Yes, and Thestrals are vegetarian.

"Sir, if you want me to brief Harry, you'll have to go through it with me. Please, come inside. It's going to chuck it down any minute – we'll get wet."

In the hallway the Disillusionment Charm slid off him with a liquid silk fluidity, uncovering the man beneath the spell, like a soft dust drape slipping off the portrait of an Old Master painted in chiaroscuro, pale features accentuated by the dark background.

Carrying her walking boots in one hand, Hermione padded in her socks down the hall into the kitchen and dumped them in the boiler room, which, despite her mother's tidy tirades, was always a jumble of coats and shoes, outdoor gear, skiing and golf equipment.

"Here we are again," she laughed, bright and brittle. Shrugging out of her anorak she hung it loosely on the back of a chair. Her father's morning Telegraph lay open on the table. There was only one story: Diana. Hermione nodded at the paper.

"You'd do better to set The Quibbler on to that. What about 'You-Know-Who in Death of a Princess Conspiracy' – there are bound to be enough whacky theories circulating. They could be researching it for months. It'd keep them off your back. You didn't have to drag poor Neville into it."

"Has Longbottom complained?" Snape gave the paper a cursory glance.

"Not exactly. But you know Neville – he's not one for publicity."

"I know he lacks the confidence to achieve his potential. It will do him no harm for his talent to be recognized. One cannot spend the whole of one's life locked up in a greenhouse." Or a Potions dungeon. "But I'm not here to discuss Longbottom."

Snape produced a parchment: two pages of his distinctive, close, spiky script – formulae and incantations, interspersed with annotated graphics illustrating, Hermione assumed, wand movements. The Horcrux counter curses.

"The efficacy of any one spell in isolation cannot be guaranteed - it will depend on the nature of the, ah, artefact, and how it has been protected. But used in combination, in conjunction with this Shielding Charm, they are powerful enough to inflict severe damage. Thus armed, Potter stands a chance of staying alive."

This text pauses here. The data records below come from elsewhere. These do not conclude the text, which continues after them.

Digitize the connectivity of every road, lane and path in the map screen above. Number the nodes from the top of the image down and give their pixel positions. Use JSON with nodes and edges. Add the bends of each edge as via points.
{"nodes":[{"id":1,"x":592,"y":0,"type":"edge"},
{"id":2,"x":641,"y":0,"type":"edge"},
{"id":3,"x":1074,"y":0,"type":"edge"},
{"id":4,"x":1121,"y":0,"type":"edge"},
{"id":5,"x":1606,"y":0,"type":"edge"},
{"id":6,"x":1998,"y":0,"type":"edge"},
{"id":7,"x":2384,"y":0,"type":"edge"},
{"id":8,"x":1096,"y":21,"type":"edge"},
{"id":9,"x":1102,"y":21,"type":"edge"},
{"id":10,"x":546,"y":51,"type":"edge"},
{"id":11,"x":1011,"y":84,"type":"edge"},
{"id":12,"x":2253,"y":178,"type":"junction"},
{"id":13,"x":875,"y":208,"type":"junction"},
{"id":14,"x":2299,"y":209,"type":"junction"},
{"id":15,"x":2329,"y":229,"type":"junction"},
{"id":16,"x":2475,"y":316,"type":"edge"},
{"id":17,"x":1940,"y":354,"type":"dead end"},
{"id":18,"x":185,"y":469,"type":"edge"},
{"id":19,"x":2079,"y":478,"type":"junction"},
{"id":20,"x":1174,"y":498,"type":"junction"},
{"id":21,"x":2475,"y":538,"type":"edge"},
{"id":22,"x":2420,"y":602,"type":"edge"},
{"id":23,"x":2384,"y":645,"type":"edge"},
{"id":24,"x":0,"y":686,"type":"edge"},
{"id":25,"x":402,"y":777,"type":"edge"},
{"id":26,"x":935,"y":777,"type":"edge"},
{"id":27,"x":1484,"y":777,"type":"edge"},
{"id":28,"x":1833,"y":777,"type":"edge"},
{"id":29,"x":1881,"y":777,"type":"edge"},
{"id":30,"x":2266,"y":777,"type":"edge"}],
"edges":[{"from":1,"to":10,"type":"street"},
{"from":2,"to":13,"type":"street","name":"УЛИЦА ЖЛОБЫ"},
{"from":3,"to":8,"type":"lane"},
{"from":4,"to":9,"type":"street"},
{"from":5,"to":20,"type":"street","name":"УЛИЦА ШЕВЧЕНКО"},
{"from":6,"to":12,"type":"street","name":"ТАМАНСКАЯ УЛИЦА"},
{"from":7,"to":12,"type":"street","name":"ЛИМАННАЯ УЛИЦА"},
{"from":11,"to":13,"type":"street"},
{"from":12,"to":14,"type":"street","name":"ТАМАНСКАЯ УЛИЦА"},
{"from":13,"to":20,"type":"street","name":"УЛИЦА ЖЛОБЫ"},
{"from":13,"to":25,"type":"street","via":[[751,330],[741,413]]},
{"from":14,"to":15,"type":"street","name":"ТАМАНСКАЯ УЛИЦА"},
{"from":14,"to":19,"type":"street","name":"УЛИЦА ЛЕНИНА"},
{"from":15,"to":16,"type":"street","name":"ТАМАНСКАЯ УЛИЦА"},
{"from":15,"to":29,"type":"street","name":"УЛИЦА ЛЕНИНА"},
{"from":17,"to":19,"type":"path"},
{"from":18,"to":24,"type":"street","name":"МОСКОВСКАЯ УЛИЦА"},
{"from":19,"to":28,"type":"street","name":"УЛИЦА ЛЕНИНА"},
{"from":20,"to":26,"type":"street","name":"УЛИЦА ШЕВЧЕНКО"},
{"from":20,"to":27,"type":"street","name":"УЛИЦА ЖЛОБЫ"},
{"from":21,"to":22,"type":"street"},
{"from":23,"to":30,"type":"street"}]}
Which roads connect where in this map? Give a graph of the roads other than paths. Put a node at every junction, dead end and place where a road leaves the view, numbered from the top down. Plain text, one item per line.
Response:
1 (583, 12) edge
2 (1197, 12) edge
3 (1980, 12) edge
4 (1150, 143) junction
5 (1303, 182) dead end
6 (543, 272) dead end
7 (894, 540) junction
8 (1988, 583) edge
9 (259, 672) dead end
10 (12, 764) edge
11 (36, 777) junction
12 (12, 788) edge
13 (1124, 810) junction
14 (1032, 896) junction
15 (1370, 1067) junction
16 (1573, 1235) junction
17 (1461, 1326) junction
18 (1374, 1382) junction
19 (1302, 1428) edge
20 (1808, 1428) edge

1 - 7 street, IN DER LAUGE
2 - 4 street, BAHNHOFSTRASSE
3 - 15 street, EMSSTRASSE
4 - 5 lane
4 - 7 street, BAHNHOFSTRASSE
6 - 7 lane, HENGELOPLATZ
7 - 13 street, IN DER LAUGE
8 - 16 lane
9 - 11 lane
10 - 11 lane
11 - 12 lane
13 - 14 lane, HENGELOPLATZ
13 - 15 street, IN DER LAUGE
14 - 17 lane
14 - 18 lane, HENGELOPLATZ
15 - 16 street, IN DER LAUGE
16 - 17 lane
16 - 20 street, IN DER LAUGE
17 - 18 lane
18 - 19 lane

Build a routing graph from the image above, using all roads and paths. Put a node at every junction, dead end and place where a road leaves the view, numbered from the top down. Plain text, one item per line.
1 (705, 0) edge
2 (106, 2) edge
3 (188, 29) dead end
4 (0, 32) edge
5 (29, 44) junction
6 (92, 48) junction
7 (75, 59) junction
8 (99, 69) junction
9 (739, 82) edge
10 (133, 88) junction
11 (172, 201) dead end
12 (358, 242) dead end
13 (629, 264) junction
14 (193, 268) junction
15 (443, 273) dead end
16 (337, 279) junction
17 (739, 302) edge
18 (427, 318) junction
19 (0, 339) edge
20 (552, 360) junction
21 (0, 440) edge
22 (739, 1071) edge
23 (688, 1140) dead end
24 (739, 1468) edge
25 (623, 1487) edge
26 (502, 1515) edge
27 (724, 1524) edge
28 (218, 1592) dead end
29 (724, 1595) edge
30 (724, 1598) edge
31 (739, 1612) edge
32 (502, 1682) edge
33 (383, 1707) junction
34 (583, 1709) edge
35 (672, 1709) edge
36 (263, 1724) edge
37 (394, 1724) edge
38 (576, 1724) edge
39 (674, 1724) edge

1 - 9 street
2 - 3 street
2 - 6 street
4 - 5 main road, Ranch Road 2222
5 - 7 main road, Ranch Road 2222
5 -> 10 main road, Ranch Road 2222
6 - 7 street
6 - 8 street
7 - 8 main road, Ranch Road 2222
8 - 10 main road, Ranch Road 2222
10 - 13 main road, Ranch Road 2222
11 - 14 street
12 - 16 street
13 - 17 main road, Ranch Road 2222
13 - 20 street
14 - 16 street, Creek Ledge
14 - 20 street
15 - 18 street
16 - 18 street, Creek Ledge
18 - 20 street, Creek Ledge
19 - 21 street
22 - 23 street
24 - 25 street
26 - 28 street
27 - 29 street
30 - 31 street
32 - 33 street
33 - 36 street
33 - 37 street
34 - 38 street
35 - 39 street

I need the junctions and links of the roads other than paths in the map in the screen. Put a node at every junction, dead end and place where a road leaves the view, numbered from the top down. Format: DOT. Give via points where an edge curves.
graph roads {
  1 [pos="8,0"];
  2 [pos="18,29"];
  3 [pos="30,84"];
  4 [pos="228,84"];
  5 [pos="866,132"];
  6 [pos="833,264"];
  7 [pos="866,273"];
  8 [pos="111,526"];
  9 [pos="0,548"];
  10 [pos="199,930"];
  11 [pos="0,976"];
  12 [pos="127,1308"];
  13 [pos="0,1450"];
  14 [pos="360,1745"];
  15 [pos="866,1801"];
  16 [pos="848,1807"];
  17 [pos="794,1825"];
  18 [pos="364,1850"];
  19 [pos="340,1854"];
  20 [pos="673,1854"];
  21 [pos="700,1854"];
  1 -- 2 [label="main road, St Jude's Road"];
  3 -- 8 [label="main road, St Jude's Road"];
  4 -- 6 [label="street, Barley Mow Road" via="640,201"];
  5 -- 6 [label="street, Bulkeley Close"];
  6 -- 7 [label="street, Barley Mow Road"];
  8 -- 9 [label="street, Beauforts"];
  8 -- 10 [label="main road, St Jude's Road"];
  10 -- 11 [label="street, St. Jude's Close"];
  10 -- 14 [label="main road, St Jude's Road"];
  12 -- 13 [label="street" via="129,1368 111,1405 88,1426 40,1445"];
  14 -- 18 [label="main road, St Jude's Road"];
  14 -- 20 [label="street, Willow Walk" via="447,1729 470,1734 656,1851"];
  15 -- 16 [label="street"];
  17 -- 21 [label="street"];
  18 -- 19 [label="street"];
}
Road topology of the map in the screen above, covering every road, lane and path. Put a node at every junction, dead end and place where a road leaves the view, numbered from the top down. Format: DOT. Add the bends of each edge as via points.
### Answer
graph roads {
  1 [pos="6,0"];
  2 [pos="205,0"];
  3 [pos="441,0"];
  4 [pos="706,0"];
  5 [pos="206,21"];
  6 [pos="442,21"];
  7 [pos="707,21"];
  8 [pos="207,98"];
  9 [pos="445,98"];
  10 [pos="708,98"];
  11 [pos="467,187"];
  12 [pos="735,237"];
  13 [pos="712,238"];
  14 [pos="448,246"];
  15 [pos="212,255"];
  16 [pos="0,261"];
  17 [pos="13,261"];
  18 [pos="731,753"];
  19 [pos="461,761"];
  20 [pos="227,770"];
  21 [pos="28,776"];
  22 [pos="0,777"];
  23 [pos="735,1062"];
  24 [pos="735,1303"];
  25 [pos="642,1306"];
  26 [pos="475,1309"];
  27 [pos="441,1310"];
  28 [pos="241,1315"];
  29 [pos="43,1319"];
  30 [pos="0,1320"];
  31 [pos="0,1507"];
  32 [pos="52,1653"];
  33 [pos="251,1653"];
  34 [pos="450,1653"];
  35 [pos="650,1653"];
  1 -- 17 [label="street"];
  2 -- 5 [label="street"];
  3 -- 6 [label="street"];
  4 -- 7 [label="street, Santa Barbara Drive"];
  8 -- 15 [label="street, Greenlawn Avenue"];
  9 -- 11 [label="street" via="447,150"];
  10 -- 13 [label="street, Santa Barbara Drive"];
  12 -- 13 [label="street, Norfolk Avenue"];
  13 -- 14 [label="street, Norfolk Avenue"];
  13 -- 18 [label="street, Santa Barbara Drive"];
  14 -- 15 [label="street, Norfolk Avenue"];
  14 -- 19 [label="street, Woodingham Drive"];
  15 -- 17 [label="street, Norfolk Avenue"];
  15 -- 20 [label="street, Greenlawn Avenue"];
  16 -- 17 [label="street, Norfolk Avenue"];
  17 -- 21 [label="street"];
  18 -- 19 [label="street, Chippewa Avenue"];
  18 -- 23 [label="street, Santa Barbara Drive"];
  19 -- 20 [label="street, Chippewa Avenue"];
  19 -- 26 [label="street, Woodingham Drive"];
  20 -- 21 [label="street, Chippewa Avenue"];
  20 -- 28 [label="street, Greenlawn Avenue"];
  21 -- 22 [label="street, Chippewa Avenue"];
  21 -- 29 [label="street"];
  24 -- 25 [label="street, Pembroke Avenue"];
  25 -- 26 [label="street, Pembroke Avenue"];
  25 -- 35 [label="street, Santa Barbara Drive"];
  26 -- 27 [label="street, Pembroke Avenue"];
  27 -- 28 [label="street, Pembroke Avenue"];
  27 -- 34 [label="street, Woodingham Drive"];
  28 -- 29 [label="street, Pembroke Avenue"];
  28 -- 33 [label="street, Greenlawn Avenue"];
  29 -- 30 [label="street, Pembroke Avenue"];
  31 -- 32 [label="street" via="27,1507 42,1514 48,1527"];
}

Hermione made a sterling effort to concentrate on the clipped explanation and focus on the text, but instead of following his finger to the relevant passages, her eyes were drawn to the angry, scabbing scars on the back of his hands. Any normal scratches should have healed days ago.

"Why didn't you tell me?" she exclaimed, unable to stem the flood of reproach any longer. "Did you think that I'd mind? No, of course I mind – it's awful for you, but I don't mean it like that. Haven't I been friends with Remus all these years? Did it make any difference? And Bill – we all still love Bill. Did you think I wouldn't notice?"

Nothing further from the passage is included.